Sunday, December 6, 2009

Looking at Art with Your Kids

Contemporary art can be audacious. Oftentimes adults are uncomfortable with or uncertain about viewing and discussing controversial works of art with children. This special Sunday for art lovers of all ages, facilitated by Curator of Education Mariann Smith and Program Coordinator Anna Jablonski, will address ways to approach and experience different works of art. (All ages)

 

PROGRAMS FOR ADULTS:

Art and Yoga for Fun and Relaxation

October 3 and 10

9 - 10:15 am

$10 per session or $55 for all sessions for Members

$15 per session or $90 for all sessions for non-Members

Experience art, yoga, and the many connections between the two in an hour of yoga and meditative practice for six weekly sessions.

 

PROGRAMS FOR EDUCATORS:

The ABZs of Sculpture

Saturday, October 10
10 am - 1 pm
Education classrooms and galleries

 

Fletcher Benton used a single square of paper to design a sculpture of each letter of the alphabet, which will be on view at the Gallery through July 2010. This workshop will explore connections between the alphabet, writing, and art with a multidisciplinary approach. Through hands-on activities, art teachers and English Language teachers alike will find ways to make connections between language and the visual image.
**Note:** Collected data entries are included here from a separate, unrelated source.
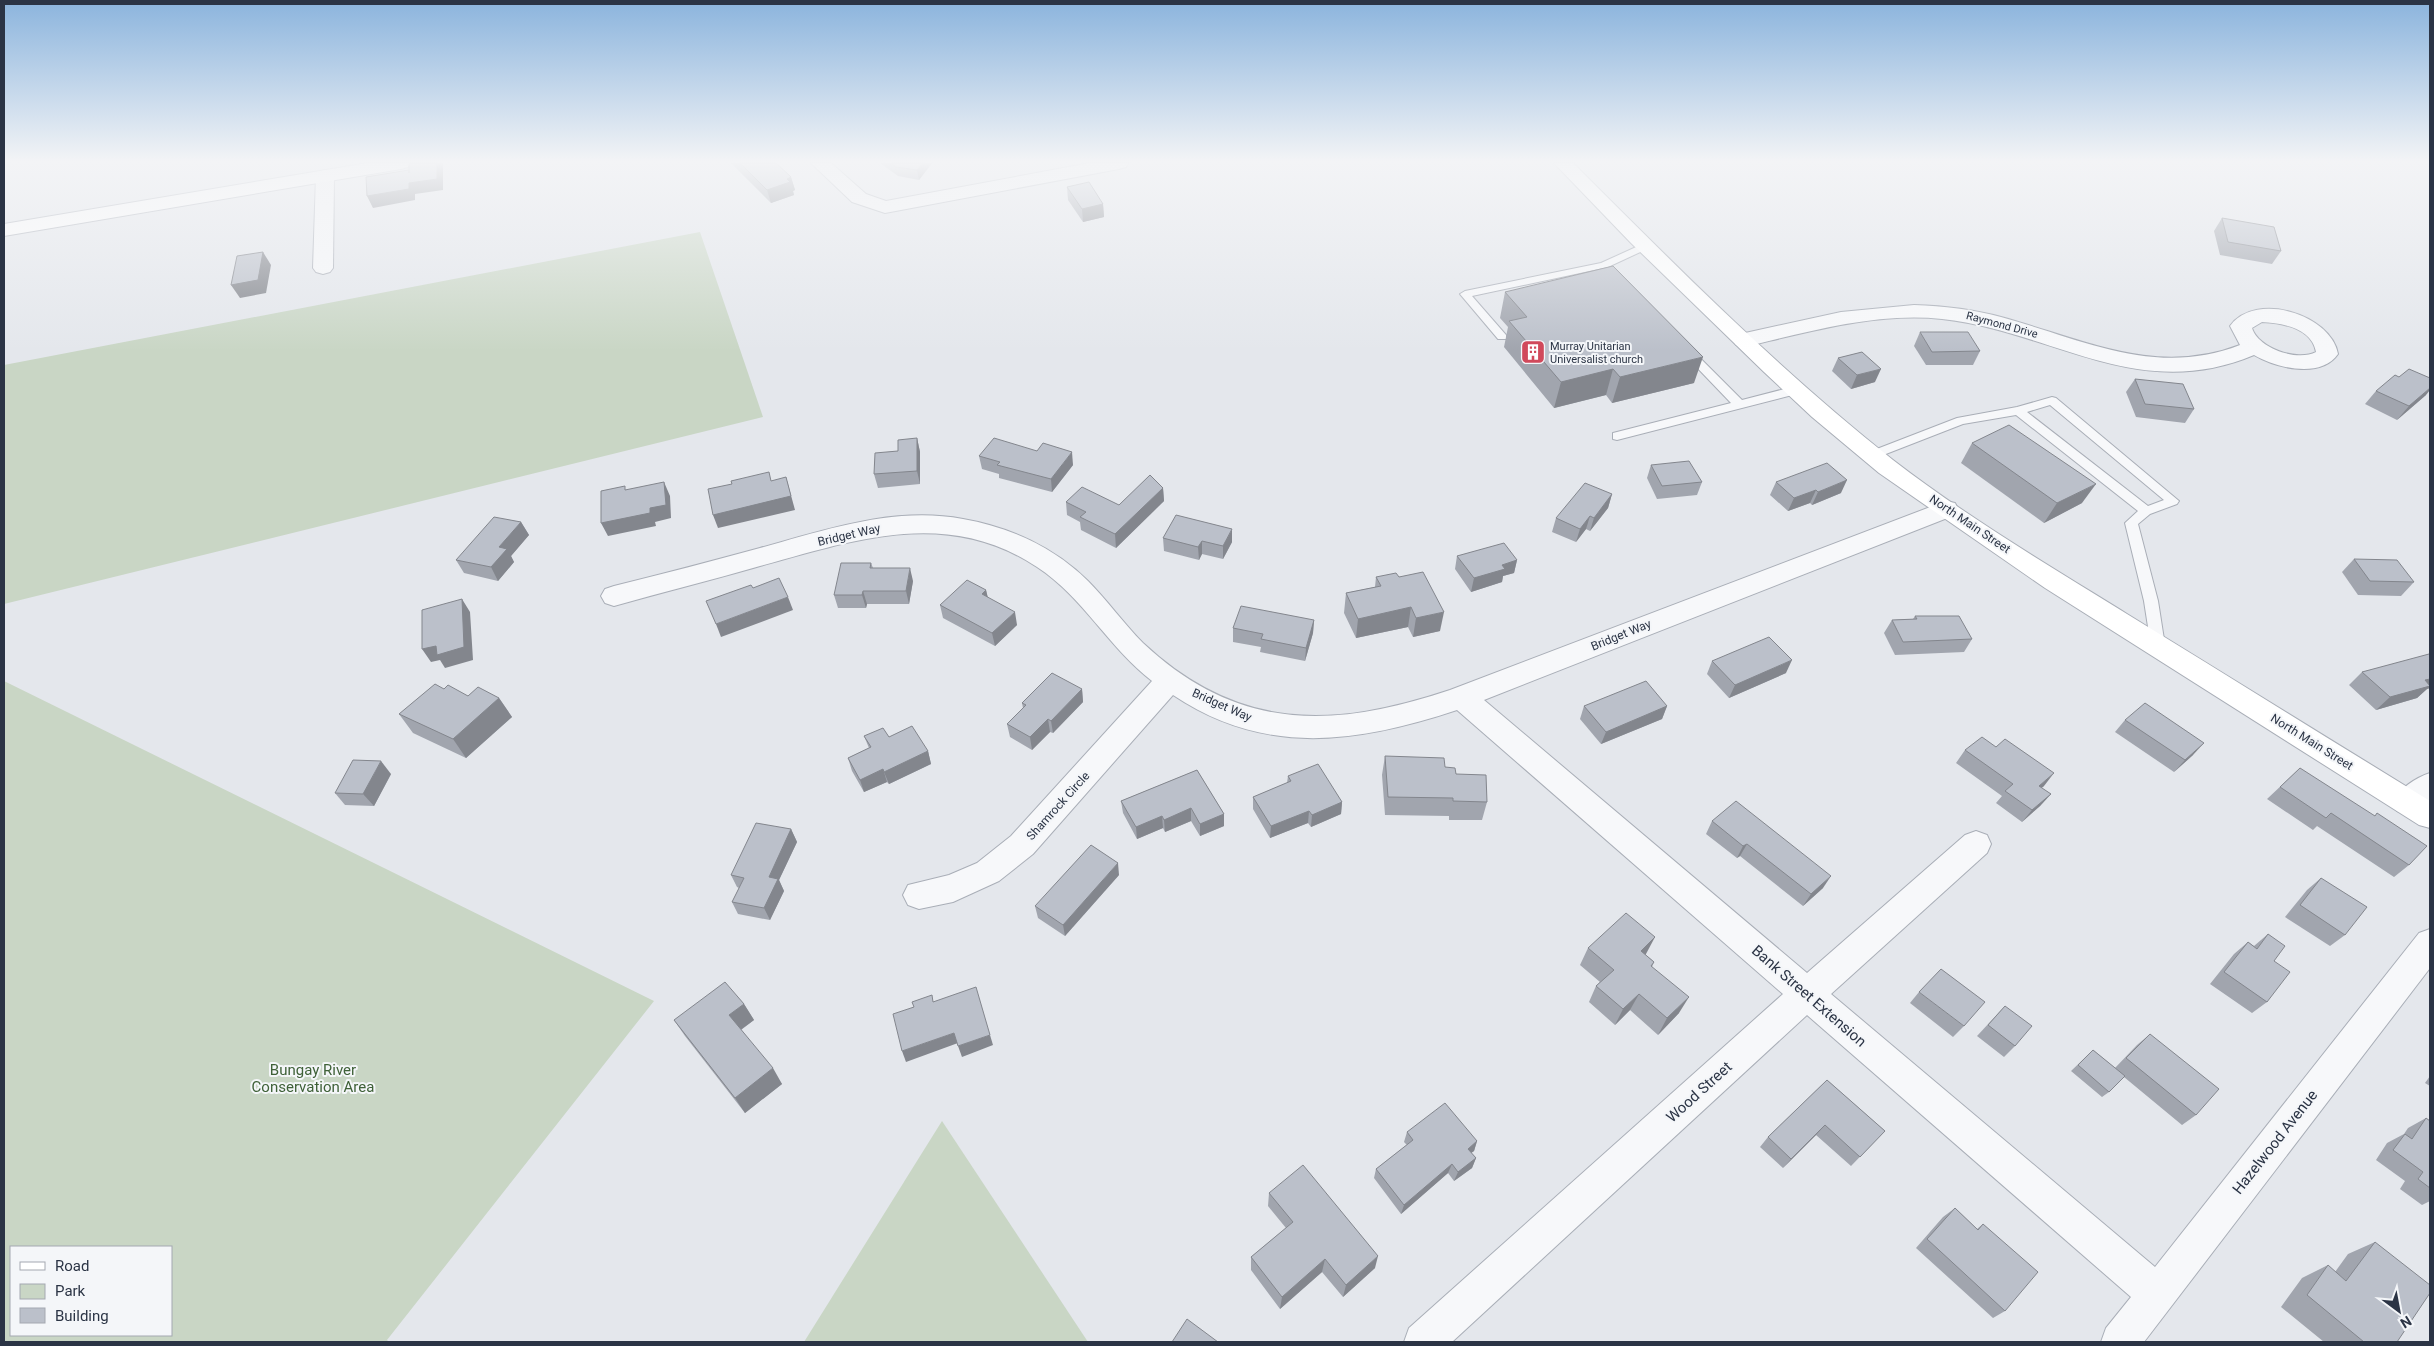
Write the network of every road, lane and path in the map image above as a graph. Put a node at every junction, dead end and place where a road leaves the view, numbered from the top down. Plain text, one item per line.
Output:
1 (29, 226) edge
2 (323, 226) edge
3 (1625, 226) edge
4 (4, 230) edge
5 (1645, 246) junction
6 (323, 268) dead end
7 (1502, 337) dead end
8 (1744, 340) junction
9 (1678, 341) edge
10 (2257, 348) dead end
11 (1796, 390) junction
12 (1738, 404) junction
13 (2018, 411) junction
14 (1617, 436) dead end
15 (1873, 455) junction
16 (1946, 509) junction
17 (2146, 511) junction
18 (614, 596) dead end
19 (2158, 646) junction
20 (1171, 679) junction
21 (1462, 698) junction
22 (2423, 801) edge
23 (1976, 844) dead end
24 (919, 895) dead end
25 (2430, 943) edge
26 (1807, 994) junction
27 (2157, 1294) junction
28 (1423, 1342) edge
29 (2120, 1342) edge

1 - 4 main road
2 - 6 street
3 - 5 main road, North Main Street
5 - 7 lane
5 - 8 main road, North Main Street
8 - 10 street, Raymond Drive
8 - 11 main road, North Main Street
9 - 12 lane
11 - 12 lane
11 - 15 main road, North Main Street
12 - 14 lane
13 - 15 lane
13 - 17 lane
13 - 17 lane
15 - 16 main road, North Main Street
16 - 19 main road, North Main Street
16 - 21 street, Bridget Way
17 - 19 lane
18 - 20 street, Bridget Way
19 - 22 main road, North Main Street
20 - 21 street, Bridget Way
20 - 24 street, Shamrock Circle
21 - 26 street, Bank Street Extension
23 - 26 street, Wood Street
25 - 27 street, Hazelwood Avenue
26 - 27 street, Bank Street Extension
26 - 28 street, Wood Street
27 - 29 street, Hazelwood Avenue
$20 Members / $25 non-members
Instructor: Nancy Spector, Associate Curator of Education

Pre-registration is required. Please call 716.270.8336 or send a message to jbochynski@albrightknox.org.

  

Step on a Crack . . . in Buffalo, New York

Saturday, December 5, 2009

10 am-1 pm

 

Allow artist Ingrid Calame to teach your students about Buffalo's past, present, and future. In this workshop, educators will learn about the Gallery's first Artist-in-Residence program, see the resulting exhibition, Step on a Crack . . ., discover Calame's unique working process and explore lesson plans about her process that can connect to Buffalo's historical past, current events, and our hopes for the future.

 

$20 Members / $25 non-members
Instructor: Nancy Spector, Associate Curator of Education

Pre-registration is required. Please call 716.270.8336 or send a message to jbochynski@albrightknox.org.

 


GUSTO AT THE GALLERY - Free Fridays from 3 to 10 pm - Program Highlights

Art:21 - Art in the Twenty-First Century, Season 5 Premiere

Friday, October 2, 2009

Fourteen artists reveal their ideas and perspectives on world events in the only series dedicated exclusively to contemporary art. Join us for this unique screening--part of a nationwide celebration of the season five premiere during the month of October. Episode 1: Compassion features "artists whose works explore the possibility of understanding and reconciling past and present, while exposing injustice and expressing tolerance for others" and includes William Kentridge, Doris Salcedo, and Carrie Mae Weems. Episode 2: Fantasy presents "artists whose works or personal stories transport viewers to imaginary worlds and altered states of consciousness . . . with works that seem at time hallucinatory, irreverent, and sublime," and includes Jeff Koons, Mary Heilmann, Florian Maier-Aichen, and Cao Fei.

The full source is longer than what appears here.